▶ _Task statement_
Search the entries for the word "nowrap" and copy each line that has it.

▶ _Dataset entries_
**********
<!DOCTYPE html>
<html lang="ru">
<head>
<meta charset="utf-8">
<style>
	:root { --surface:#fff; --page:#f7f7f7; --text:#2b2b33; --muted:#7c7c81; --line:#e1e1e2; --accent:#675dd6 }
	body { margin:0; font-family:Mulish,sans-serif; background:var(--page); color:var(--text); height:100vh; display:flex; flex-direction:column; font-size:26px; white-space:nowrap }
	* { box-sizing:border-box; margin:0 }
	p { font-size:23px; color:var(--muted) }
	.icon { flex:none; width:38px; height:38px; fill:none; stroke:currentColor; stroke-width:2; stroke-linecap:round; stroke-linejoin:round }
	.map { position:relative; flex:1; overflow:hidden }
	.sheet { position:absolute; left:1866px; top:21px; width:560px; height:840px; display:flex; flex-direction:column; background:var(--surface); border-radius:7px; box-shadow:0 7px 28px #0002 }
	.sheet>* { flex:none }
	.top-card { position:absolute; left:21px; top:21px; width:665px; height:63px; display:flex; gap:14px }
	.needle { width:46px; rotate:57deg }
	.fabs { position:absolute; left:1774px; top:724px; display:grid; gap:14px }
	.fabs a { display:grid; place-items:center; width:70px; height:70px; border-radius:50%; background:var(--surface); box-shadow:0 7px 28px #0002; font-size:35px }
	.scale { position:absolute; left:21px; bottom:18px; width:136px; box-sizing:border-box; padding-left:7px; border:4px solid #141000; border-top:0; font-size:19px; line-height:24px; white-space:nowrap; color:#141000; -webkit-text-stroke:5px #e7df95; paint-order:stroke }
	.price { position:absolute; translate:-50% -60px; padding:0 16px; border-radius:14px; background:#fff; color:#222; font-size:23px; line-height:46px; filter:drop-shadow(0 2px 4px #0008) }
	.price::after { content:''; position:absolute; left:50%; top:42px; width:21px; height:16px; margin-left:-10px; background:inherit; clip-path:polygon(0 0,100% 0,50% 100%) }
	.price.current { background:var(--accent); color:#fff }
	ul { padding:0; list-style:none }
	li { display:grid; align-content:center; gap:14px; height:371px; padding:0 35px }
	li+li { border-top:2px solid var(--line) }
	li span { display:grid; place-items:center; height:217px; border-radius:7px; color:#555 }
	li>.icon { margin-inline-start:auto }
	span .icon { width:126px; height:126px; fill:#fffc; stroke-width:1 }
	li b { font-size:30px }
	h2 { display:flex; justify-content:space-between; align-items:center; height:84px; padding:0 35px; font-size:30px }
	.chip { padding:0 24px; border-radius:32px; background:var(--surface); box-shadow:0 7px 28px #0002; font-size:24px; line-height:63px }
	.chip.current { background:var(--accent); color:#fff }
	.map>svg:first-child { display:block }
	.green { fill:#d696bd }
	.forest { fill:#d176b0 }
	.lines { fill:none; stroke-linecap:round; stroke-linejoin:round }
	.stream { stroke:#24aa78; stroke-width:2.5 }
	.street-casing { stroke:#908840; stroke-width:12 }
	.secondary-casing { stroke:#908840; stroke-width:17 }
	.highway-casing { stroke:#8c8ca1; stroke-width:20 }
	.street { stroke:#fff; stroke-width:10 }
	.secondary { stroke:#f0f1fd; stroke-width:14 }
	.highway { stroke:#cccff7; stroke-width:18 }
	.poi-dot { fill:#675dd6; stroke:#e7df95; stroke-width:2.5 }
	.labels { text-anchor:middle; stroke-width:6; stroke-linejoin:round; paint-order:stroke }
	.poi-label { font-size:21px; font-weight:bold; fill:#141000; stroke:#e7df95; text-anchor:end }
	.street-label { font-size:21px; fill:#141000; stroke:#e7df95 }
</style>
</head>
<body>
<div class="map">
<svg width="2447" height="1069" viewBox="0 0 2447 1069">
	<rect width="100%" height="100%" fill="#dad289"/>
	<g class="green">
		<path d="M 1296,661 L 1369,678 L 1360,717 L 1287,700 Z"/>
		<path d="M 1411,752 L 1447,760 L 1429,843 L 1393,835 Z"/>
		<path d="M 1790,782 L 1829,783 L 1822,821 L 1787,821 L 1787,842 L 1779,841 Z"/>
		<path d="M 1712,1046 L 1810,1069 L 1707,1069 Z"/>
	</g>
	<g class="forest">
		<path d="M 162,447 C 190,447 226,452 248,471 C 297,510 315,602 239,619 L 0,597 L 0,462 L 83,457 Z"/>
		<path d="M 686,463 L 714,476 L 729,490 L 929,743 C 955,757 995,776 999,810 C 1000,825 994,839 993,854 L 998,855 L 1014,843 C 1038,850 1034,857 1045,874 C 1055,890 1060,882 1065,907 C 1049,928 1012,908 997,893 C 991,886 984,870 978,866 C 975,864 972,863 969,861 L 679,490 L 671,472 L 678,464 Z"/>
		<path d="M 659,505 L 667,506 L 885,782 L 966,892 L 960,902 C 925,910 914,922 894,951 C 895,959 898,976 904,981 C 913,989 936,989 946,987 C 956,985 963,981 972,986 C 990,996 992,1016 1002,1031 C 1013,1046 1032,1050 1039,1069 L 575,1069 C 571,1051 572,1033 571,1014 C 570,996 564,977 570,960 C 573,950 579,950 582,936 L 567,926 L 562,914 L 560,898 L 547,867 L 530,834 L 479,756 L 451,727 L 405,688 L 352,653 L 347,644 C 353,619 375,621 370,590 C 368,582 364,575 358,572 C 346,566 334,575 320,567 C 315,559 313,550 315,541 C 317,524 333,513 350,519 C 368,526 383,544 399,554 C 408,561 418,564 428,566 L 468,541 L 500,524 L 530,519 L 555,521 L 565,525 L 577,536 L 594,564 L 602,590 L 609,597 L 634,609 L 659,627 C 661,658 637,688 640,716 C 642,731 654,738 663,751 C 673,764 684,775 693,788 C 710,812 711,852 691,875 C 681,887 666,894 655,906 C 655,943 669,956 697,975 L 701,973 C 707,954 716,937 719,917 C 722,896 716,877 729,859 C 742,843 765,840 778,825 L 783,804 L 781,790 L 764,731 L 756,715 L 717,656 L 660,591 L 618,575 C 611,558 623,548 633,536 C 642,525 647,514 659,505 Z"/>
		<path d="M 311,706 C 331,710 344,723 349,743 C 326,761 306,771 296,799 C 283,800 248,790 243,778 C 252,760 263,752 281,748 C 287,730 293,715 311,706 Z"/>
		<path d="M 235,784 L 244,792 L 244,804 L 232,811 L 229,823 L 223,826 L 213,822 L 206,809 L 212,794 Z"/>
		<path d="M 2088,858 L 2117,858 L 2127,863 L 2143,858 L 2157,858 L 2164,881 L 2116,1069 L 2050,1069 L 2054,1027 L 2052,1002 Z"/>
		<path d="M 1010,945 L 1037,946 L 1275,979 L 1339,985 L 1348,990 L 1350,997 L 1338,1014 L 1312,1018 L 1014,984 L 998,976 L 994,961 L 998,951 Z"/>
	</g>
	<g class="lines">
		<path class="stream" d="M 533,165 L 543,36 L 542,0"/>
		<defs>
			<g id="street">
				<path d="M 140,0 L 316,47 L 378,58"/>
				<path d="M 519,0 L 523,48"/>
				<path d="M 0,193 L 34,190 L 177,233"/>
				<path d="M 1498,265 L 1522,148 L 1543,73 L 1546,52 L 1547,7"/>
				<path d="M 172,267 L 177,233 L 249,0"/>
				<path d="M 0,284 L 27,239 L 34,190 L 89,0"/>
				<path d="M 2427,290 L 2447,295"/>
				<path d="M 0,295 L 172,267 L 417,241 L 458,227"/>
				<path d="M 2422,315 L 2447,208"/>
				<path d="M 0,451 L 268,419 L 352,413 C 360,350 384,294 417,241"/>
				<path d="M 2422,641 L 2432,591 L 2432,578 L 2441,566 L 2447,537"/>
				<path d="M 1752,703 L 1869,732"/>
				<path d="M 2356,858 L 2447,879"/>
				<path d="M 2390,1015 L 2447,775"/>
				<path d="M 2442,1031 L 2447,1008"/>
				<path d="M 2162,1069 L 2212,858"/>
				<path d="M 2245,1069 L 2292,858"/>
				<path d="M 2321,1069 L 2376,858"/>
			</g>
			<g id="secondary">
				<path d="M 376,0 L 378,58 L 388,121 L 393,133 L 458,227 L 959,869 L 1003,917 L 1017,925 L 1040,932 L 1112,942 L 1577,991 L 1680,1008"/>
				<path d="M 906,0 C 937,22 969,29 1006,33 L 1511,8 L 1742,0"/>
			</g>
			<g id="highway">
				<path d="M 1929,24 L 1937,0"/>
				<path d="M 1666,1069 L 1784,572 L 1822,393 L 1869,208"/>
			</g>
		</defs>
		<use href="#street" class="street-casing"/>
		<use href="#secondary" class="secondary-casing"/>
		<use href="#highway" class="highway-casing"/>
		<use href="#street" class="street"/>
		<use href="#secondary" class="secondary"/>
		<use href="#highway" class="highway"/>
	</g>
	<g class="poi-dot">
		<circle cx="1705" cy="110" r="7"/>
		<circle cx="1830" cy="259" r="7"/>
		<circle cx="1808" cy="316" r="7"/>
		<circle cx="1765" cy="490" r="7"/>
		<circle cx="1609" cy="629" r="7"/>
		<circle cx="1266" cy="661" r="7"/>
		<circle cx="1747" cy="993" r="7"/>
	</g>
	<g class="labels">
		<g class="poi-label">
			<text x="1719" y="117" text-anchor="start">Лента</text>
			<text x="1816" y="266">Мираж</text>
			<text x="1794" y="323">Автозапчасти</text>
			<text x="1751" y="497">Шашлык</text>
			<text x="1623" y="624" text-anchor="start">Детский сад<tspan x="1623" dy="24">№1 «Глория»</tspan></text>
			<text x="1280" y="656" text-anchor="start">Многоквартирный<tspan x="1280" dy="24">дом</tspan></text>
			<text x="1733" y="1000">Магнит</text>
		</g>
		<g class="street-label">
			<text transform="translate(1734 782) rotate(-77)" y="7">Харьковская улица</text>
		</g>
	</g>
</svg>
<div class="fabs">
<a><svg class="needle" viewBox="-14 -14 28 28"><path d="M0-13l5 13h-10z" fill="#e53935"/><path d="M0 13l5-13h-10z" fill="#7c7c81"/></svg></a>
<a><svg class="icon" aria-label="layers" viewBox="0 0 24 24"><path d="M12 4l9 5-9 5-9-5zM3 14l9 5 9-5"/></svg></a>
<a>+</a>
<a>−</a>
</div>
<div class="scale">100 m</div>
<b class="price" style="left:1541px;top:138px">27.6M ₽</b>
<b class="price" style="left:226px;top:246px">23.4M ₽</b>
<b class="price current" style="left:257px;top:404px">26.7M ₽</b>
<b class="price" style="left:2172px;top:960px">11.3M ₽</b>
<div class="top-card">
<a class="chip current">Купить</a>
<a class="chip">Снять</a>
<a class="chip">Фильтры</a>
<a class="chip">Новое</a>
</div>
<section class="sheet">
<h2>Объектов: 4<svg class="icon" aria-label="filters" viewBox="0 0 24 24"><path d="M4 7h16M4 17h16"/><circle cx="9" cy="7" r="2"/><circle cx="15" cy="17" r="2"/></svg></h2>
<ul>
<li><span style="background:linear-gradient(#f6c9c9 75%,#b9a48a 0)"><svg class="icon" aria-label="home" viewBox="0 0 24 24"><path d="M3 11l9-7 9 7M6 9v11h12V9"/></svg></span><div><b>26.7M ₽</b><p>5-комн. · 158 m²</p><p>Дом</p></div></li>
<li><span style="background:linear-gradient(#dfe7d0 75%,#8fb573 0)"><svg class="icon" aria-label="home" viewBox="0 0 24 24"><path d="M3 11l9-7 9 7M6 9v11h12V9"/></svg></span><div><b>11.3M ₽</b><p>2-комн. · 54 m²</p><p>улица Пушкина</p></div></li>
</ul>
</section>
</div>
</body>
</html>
**********
▶ _Reply_
	body { margin:0; font-family:Mulish,sans-serif; background:var(--page); color:var(--text); height:100vh; display:flex; flex-direction:column; font-size:26px; white-space:nowrap }
	.scale { position:absolute; left:21px; bottom:18px; width:136px; box-sizing:border-box; padding-left:7px; border:4px solid #141000; border-top:0; font-size:19px; line-height:24px; white-space:nowrap; color:#141000; -webkit-text-stroke:5px #e7df95; paint-order:stroke }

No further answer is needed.